[AIM OF THE EXERCISE] Here are some records; copy every line that holds the word "nodes".

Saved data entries
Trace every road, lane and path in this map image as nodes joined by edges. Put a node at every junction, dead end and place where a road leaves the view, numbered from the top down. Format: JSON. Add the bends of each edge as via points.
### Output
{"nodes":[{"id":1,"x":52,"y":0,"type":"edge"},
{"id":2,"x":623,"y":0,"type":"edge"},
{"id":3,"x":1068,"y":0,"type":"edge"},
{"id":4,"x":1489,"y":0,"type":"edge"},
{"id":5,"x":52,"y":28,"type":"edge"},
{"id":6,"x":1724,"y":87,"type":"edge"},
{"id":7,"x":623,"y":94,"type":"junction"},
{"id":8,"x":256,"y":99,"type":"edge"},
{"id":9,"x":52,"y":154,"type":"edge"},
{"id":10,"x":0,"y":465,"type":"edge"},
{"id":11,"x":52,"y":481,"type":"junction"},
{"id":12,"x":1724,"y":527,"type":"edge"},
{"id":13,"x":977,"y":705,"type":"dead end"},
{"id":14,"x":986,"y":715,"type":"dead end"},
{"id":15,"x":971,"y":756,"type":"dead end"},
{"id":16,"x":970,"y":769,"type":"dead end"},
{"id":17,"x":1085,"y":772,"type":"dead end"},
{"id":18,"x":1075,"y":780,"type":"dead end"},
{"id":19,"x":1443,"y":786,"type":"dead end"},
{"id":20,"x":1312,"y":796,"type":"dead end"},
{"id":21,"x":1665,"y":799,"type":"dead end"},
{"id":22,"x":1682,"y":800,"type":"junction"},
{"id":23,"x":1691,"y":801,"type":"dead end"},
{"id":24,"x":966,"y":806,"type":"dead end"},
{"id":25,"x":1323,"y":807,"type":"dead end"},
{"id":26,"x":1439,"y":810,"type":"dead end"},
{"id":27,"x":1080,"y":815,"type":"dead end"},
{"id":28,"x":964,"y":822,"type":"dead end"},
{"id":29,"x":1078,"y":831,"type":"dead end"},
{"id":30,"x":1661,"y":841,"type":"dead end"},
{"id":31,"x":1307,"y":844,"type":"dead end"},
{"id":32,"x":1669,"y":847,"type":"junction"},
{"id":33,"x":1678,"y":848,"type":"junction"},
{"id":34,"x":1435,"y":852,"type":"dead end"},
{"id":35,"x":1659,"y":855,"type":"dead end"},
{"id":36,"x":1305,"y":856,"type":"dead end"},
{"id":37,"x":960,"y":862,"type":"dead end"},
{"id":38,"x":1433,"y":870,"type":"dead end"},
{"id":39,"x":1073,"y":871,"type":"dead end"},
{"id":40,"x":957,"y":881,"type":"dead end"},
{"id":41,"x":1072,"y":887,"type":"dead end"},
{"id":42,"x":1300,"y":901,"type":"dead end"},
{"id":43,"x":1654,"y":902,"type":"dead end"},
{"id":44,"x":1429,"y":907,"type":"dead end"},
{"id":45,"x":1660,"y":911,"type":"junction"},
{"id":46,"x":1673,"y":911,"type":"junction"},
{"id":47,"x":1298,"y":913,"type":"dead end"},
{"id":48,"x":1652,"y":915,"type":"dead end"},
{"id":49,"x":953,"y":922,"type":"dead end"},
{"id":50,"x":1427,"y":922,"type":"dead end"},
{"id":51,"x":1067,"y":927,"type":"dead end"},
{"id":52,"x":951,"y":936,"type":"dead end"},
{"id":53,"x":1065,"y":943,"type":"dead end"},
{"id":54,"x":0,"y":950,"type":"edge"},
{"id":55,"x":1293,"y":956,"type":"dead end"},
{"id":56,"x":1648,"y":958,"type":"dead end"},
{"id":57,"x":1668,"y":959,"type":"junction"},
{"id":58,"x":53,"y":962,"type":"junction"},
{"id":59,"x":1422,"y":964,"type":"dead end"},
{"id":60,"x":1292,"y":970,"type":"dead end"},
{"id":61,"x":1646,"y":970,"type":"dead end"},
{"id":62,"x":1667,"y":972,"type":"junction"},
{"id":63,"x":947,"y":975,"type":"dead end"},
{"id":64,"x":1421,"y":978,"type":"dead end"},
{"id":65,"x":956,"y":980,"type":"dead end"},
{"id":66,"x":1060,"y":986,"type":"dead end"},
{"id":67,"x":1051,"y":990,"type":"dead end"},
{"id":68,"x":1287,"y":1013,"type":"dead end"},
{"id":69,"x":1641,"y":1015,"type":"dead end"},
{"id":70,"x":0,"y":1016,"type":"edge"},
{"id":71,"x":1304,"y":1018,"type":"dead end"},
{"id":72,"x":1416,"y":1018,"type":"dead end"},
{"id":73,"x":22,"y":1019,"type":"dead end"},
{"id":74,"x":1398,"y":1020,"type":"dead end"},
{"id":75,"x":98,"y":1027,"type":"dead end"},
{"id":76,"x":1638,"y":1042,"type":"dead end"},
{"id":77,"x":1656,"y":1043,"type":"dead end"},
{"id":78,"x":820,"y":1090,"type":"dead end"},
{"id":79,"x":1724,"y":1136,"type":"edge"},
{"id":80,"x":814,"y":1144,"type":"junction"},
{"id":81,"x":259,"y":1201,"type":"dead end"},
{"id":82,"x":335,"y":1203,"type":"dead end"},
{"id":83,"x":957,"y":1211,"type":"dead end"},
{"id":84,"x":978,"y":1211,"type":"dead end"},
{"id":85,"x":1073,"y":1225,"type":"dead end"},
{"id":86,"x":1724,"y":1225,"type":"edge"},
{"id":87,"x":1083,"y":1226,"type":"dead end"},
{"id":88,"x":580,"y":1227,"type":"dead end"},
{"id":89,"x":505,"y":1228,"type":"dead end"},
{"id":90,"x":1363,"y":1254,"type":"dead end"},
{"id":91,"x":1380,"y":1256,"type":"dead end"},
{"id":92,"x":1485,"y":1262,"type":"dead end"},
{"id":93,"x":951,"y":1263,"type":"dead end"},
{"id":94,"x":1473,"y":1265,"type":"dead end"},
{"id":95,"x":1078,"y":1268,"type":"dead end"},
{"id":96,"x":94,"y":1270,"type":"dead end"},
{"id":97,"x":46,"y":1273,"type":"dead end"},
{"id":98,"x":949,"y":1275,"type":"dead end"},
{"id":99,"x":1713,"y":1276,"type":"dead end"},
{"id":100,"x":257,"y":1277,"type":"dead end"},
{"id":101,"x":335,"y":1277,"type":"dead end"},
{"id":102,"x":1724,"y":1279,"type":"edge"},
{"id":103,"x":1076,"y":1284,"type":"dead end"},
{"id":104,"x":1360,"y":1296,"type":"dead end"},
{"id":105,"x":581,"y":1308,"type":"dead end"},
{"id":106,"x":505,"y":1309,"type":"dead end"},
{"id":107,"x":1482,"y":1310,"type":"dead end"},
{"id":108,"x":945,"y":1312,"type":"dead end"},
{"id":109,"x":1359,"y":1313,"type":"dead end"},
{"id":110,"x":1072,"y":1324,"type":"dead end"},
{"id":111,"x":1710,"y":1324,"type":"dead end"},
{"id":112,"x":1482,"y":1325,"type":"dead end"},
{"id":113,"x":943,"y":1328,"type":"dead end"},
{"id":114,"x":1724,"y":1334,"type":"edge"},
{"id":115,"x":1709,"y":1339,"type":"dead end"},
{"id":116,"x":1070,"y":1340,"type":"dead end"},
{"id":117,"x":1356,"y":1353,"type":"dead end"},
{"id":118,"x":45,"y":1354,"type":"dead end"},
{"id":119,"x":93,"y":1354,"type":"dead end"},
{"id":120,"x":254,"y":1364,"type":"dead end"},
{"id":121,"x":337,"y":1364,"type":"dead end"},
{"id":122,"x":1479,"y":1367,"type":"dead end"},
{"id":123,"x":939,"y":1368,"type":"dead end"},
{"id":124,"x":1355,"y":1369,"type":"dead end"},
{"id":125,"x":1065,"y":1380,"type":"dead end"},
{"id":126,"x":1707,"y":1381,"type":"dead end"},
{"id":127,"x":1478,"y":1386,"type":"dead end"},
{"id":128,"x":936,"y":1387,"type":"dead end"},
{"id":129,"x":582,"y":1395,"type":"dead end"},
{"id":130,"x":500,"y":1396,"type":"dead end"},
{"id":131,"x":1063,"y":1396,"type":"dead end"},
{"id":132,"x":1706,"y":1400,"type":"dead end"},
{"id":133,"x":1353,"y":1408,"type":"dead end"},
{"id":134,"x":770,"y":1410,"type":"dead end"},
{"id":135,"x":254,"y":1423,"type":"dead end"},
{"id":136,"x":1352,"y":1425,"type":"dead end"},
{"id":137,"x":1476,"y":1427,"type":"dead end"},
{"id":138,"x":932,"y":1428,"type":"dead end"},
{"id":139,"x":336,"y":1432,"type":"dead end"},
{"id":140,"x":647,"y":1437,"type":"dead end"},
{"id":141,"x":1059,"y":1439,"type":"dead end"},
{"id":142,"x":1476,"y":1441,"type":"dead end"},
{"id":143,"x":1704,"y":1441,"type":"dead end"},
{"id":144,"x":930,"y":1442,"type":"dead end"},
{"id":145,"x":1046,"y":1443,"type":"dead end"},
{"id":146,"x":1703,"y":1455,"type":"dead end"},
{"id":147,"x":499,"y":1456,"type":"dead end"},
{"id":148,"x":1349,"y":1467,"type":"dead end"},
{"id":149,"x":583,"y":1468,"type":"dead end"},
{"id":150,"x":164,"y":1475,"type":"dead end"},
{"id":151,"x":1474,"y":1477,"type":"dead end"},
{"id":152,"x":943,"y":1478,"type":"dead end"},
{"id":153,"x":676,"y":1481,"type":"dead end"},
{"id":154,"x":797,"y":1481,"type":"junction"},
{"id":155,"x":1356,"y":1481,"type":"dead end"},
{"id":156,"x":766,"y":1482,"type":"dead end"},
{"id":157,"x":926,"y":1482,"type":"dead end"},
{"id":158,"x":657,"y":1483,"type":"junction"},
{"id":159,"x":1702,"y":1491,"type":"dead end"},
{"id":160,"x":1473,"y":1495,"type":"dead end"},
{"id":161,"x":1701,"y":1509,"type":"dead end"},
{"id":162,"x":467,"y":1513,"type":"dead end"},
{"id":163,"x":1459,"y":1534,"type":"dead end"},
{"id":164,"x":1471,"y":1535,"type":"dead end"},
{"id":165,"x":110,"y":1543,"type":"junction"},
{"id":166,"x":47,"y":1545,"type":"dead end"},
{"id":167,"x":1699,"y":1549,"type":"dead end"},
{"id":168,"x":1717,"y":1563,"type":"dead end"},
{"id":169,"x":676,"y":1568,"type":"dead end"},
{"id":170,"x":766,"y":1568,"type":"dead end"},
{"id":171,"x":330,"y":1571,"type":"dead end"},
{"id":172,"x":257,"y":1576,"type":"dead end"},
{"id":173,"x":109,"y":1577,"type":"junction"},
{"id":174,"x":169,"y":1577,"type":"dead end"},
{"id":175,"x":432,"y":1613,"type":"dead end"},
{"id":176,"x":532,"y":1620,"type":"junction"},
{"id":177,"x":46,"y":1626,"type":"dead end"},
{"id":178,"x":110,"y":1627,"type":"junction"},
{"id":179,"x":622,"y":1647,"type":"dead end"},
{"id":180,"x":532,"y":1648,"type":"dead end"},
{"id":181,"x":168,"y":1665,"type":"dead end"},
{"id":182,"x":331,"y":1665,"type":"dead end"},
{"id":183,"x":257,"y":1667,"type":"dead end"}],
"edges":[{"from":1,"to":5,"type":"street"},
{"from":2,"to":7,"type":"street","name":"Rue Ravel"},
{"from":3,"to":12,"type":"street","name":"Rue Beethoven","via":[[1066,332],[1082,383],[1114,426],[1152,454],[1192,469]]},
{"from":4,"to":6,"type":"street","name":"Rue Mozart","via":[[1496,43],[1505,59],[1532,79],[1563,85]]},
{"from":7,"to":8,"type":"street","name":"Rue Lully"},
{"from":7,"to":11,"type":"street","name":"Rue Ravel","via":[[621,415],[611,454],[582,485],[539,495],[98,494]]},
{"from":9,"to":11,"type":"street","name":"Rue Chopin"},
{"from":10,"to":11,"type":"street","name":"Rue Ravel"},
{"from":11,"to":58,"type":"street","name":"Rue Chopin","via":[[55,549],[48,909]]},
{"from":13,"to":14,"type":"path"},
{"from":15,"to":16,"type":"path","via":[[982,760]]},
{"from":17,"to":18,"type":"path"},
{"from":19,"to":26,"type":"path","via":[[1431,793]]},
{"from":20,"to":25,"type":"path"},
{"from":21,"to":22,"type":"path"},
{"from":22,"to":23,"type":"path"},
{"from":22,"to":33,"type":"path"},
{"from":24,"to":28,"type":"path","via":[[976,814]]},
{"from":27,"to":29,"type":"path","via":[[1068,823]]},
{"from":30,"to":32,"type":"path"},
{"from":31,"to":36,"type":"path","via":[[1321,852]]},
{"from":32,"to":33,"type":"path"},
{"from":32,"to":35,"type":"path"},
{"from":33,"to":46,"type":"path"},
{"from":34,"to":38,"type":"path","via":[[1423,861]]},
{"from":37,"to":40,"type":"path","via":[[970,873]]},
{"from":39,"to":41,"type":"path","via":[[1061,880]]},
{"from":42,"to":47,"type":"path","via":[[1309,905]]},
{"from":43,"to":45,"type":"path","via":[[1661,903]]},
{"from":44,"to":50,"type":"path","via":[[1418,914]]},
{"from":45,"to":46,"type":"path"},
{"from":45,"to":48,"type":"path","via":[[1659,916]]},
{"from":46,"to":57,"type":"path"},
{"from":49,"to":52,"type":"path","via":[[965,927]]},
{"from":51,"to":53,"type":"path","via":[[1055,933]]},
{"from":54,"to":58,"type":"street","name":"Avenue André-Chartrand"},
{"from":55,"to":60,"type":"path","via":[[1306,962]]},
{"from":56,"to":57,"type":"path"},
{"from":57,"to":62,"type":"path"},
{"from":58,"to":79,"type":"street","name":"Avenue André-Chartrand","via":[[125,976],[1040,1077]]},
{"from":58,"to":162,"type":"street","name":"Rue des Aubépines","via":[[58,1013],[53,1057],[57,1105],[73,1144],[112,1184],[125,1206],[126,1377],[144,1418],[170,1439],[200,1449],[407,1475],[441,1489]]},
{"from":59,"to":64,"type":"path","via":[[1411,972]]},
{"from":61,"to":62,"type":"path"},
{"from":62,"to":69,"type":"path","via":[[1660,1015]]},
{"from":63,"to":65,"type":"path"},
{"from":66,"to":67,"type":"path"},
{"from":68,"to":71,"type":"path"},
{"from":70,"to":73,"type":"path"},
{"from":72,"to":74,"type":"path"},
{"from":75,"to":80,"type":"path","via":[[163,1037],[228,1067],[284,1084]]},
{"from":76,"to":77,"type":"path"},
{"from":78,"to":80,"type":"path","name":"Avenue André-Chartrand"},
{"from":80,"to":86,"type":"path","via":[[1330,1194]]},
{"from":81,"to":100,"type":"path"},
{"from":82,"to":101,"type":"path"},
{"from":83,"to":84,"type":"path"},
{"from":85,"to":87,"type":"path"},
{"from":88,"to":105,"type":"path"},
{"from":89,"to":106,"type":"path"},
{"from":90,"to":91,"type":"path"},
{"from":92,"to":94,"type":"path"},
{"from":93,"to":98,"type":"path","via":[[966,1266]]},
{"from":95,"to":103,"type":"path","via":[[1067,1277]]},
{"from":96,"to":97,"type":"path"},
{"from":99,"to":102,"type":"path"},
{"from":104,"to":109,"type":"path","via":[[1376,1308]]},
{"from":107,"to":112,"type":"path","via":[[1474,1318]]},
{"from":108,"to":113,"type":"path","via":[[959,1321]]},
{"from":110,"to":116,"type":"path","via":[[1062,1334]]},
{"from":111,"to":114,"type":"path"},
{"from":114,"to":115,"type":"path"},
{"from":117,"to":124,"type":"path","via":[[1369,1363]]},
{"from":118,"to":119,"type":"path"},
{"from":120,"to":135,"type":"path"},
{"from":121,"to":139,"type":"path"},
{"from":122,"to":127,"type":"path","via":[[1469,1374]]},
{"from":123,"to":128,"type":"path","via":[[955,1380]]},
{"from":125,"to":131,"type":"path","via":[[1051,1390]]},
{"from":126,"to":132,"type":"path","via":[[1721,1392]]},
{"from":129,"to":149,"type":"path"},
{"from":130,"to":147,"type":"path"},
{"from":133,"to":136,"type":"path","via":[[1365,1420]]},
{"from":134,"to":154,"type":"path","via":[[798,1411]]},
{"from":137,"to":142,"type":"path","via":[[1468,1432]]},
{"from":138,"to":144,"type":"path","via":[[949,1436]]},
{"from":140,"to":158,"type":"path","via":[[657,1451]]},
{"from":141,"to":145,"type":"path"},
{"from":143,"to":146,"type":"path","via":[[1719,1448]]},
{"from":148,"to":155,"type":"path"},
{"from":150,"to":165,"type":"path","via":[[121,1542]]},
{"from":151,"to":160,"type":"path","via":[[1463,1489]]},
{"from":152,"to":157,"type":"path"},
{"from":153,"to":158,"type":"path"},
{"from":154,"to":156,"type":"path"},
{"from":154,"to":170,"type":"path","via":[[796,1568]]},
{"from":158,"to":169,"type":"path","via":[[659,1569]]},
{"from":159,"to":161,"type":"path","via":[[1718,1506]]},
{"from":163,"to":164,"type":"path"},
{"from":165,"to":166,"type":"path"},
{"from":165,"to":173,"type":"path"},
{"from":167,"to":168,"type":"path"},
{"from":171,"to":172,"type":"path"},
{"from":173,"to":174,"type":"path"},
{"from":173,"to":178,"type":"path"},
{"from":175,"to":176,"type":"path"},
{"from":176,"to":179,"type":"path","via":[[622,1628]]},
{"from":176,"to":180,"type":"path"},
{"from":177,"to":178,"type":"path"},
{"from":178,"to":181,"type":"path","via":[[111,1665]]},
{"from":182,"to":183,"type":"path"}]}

[EXPECTED ANSWER]
Trace every road, lane and path in this map image as nodes joined by edges. Put a node at every junction, dead end and place where a road leaves the view, numbered from the top down. Format: JSON. Add the bends of each edge as via points.
{"nodes":[{"id":1,"x":52,"y":0,"type":"edge"},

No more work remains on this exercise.